(Records from a data collection)
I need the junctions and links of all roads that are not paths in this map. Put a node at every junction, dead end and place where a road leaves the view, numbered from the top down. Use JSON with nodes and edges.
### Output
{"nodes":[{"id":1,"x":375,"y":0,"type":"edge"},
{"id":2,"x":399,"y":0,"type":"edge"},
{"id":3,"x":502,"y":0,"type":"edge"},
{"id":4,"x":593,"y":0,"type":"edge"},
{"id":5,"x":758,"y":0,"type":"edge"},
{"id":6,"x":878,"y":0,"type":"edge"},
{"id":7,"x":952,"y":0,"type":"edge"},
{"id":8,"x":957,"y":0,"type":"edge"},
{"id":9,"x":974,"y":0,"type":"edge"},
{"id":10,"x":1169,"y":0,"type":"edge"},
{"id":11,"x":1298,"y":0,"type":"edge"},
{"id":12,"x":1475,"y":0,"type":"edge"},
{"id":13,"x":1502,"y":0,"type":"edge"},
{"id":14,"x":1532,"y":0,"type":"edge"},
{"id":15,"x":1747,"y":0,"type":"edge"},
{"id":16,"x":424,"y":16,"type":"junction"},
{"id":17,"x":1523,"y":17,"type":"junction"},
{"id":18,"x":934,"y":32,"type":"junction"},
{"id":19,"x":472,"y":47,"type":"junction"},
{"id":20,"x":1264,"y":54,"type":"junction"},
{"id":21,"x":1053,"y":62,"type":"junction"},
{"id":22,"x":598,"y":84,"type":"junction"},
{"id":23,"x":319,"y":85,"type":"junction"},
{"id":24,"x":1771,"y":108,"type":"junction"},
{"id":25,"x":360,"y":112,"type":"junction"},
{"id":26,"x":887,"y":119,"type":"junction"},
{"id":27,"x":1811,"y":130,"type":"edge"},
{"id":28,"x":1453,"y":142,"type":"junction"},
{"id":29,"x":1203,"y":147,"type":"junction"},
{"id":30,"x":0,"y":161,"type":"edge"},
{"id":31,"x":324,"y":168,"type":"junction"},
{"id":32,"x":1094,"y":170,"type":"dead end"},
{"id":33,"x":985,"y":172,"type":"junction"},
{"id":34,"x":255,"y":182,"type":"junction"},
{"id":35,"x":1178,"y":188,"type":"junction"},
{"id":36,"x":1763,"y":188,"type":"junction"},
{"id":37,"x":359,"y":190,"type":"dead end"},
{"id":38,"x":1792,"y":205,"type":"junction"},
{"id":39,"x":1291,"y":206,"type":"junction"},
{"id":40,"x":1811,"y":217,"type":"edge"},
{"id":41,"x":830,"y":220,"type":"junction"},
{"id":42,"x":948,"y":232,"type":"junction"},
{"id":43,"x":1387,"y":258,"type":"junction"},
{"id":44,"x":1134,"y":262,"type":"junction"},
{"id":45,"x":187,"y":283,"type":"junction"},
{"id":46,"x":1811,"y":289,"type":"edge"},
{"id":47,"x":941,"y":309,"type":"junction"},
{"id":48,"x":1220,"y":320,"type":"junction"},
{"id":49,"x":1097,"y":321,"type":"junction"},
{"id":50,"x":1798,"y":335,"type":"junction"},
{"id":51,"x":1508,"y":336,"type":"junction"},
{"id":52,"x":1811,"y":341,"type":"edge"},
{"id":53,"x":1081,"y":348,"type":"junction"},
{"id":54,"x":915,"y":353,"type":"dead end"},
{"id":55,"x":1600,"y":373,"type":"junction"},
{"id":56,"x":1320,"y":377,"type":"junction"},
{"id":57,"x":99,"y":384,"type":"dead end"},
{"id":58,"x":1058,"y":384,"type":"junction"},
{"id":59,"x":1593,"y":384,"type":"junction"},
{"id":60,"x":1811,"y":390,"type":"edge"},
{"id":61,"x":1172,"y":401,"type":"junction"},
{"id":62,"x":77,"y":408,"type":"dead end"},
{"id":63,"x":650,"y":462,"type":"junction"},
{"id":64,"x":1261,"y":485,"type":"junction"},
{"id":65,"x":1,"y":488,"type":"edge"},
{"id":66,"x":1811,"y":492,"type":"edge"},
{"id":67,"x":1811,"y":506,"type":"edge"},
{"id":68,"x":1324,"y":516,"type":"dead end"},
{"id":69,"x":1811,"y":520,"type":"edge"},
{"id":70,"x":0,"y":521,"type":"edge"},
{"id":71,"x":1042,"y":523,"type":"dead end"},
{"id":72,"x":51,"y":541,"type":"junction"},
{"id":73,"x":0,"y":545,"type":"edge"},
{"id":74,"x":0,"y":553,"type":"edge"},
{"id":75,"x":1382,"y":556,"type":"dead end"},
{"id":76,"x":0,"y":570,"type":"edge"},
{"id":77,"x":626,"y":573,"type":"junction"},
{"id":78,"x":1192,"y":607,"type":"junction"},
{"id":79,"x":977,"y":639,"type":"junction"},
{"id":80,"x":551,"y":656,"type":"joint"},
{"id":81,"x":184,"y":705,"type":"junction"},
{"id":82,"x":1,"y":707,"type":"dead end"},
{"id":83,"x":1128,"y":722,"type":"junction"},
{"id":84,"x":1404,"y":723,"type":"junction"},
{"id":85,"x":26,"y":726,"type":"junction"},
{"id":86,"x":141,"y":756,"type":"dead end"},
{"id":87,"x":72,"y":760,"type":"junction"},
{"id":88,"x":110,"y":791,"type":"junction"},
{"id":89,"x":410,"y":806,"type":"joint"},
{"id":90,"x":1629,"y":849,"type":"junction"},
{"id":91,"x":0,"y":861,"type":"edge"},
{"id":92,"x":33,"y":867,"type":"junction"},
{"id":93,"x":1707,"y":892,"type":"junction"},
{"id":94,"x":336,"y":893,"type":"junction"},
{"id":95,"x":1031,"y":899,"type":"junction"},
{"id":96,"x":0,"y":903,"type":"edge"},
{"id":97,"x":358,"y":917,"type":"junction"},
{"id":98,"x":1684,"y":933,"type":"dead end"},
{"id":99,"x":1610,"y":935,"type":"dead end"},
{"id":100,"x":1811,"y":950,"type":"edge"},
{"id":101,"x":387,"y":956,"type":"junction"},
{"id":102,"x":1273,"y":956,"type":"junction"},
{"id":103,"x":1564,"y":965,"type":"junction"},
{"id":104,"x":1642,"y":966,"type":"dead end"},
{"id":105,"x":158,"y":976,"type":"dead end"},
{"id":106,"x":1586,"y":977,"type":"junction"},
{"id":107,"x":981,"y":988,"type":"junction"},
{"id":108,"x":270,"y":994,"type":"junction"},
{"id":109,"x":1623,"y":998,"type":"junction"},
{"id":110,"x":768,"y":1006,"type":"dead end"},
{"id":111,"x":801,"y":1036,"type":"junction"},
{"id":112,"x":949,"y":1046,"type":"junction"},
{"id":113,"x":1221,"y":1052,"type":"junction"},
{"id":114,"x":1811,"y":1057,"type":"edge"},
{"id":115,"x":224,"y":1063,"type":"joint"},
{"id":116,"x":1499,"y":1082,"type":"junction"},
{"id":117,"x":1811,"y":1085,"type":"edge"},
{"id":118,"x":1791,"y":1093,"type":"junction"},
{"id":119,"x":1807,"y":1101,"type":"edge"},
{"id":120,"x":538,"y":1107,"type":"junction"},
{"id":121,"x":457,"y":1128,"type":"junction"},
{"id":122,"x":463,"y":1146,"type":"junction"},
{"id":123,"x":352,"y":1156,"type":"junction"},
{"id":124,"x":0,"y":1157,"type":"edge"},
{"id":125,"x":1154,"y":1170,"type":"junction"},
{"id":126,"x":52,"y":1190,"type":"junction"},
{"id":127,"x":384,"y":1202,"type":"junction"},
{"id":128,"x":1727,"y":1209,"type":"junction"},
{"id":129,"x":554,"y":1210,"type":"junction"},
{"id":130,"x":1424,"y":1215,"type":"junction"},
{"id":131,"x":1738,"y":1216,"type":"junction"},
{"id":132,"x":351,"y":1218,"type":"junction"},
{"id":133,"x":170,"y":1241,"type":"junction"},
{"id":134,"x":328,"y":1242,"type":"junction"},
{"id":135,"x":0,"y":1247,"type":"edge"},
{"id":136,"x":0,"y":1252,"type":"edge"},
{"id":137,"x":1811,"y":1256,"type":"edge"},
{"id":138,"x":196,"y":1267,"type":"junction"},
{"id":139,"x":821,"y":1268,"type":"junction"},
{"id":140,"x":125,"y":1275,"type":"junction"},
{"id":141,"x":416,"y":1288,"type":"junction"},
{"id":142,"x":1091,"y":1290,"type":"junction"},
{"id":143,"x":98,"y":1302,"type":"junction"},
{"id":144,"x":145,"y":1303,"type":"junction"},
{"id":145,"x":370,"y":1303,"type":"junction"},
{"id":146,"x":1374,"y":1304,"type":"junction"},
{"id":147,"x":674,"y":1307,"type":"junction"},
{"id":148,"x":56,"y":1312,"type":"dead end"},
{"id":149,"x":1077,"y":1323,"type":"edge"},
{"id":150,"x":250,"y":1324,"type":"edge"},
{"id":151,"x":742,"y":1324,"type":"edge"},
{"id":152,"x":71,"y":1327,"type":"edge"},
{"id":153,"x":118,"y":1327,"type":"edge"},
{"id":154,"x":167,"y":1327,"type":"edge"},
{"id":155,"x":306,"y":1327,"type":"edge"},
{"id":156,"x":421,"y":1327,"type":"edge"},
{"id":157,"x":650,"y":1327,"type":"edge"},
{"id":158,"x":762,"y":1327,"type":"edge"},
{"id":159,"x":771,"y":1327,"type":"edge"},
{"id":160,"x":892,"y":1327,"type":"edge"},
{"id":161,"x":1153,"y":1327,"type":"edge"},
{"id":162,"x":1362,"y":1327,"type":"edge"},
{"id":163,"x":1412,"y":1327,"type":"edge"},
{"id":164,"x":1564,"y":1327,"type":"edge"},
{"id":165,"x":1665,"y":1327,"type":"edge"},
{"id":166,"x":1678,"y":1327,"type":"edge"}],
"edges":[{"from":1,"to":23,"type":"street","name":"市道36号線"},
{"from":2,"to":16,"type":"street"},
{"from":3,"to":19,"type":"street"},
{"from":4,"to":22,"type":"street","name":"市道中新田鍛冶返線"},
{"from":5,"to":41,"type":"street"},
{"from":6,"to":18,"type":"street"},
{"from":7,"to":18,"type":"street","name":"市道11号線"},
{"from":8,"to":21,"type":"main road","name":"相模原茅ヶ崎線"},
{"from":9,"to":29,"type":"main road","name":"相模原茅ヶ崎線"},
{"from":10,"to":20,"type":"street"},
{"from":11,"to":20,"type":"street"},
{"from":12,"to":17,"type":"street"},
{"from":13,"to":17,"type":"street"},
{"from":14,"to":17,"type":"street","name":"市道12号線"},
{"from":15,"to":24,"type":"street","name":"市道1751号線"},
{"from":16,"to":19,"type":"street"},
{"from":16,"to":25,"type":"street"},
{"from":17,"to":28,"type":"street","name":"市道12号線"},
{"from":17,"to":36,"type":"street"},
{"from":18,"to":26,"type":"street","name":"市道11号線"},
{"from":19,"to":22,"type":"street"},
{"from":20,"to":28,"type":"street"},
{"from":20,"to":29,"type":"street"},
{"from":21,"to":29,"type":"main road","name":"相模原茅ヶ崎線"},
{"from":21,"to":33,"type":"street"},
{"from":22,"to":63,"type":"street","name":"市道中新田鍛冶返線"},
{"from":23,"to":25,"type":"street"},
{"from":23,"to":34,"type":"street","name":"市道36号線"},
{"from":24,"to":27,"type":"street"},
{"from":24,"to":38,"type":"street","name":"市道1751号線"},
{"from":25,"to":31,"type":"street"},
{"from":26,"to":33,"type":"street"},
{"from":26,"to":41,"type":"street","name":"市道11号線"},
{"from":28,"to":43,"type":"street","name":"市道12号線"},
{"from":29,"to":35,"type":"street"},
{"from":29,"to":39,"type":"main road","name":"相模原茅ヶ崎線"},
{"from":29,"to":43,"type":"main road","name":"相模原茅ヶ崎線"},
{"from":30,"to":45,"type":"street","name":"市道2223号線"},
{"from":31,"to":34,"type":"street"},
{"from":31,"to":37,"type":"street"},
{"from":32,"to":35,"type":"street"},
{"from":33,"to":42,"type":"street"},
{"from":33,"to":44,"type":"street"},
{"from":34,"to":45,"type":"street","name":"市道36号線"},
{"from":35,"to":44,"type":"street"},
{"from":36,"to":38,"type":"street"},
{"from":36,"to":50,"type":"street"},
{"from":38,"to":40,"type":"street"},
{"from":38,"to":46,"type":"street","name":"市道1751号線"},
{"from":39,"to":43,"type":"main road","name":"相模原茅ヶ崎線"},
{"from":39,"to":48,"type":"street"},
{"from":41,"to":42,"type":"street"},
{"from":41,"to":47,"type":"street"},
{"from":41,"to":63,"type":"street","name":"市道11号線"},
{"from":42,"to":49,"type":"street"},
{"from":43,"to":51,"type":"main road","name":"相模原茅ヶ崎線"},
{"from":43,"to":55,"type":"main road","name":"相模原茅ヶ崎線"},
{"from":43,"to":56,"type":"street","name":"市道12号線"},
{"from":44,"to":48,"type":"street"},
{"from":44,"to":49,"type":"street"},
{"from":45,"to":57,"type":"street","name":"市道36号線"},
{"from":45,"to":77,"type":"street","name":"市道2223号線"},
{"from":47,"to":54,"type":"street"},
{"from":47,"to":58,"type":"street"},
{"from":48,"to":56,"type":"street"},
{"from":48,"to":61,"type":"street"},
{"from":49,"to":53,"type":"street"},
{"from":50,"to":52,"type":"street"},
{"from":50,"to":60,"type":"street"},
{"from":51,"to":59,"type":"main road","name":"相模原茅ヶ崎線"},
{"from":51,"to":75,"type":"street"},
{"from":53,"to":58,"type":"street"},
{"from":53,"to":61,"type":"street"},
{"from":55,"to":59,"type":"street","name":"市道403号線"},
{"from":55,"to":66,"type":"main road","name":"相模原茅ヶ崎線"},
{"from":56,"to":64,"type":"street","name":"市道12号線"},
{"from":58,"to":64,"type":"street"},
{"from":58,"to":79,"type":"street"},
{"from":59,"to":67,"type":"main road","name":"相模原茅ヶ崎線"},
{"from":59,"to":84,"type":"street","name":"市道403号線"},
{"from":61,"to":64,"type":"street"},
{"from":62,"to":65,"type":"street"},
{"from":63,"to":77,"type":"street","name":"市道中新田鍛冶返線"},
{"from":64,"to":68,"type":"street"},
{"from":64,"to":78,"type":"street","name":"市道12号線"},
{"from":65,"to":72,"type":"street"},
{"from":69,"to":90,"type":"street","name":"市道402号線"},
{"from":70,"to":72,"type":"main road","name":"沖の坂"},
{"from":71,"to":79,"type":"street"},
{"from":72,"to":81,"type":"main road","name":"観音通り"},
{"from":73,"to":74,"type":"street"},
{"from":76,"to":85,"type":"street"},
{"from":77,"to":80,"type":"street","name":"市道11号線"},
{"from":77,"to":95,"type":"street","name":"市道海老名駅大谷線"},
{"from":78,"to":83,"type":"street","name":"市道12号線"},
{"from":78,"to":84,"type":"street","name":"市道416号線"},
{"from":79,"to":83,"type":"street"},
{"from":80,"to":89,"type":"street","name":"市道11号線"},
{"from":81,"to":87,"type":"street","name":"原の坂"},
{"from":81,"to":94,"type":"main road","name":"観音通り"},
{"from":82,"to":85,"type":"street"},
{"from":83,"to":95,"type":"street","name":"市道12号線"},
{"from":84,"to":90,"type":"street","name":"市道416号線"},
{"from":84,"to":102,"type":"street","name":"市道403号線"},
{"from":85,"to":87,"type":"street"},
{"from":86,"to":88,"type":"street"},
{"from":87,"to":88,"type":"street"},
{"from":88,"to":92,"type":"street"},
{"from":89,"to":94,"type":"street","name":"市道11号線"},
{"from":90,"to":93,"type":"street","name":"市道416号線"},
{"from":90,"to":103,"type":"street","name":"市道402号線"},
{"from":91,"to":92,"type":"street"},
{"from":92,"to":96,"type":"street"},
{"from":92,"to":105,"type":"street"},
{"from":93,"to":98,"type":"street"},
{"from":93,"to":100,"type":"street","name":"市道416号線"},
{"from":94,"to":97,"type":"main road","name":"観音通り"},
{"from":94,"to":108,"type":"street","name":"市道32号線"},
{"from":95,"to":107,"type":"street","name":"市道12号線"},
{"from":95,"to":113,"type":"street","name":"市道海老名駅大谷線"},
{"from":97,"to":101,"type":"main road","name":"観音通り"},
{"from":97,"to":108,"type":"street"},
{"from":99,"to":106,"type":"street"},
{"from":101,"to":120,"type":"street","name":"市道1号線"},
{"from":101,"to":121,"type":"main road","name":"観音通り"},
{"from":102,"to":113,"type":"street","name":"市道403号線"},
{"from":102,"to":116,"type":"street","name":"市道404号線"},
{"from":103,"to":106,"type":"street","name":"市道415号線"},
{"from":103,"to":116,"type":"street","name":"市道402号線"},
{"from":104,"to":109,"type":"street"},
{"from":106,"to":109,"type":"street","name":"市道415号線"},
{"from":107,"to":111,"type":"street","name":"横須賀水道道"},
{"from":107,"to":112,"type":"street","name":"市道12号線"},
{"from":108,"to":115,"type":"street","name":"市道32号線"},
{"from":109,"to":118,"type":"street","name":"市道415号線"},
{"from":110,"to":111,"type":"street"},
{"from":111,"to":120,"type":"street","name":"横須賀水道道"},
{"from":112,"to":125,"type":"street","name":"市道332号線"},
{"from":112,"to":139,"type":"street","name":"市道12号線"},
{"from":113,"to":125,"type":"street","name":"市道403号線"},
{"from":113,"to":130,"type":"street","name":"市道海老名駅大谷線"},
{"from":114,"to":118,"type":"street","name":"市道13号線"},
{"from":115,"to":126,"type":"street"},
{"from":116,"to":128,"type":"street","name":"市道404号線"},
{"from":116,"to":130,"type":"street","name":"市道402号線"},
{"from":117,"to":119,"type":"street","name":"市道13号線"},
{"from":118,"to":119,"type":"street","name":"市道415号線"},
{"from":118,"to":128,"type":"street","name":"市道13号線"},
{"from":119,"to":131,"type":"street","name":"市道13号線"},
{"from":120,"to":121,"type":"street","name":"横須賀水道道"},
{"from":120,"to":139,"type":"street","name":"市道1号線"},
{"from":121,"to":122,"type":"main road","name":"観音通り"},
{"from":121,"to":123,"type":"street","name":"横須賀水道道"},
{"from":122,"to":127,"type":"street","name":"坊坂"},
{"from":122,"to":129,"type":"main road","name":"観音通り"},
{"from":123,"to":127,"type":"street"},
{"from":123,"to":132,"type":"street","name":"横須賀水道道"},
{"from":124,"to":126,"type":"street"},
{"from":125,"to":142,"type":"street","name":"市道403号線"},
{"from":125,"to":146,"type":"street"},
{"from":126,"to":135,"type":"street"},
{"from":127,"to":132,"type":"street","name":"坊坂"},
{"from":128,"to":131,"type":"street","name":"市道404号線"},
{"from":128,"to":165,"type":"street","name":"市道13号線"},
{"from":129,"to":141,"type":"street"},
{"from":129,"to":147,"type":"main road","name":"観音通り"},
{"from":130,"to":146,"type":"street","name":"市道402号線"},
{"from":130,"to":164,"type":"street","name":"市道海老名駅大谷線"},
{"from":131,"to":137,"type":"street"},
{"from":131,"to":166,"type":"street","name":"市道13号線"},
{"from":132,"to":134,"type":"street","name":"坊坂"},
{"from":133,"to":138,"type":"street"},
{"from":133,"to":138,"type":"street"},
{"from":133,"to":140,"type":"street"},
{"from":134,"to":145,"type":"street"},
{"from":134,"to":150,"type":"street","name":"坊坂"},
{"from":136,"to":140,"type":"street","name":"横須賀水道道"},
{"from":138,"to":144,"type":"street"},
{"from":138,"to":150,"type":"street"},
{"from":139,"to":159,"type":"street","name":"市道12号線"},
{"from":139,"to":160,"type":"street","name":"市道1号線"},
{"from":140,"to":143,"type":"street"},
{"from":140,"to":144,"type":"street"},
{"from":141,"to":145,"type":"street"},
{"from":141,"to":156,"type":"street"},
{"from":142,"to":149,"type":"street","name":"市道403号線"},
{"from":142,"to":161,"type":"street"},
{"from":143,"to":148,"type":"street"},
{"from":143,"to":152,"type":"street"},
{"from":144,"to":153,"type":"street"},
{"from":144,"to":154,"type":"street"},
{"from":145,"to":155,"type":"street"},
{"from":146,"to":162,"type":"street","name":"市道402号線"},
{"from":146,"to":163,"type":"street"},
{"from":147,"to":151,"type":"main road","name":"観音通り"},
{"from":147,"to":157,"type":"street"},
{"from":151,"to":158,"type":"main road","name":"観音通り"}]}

What the exercise asks:
State the number of lines above that hold the string "joint", with nothing added.

Response for this exercise:
3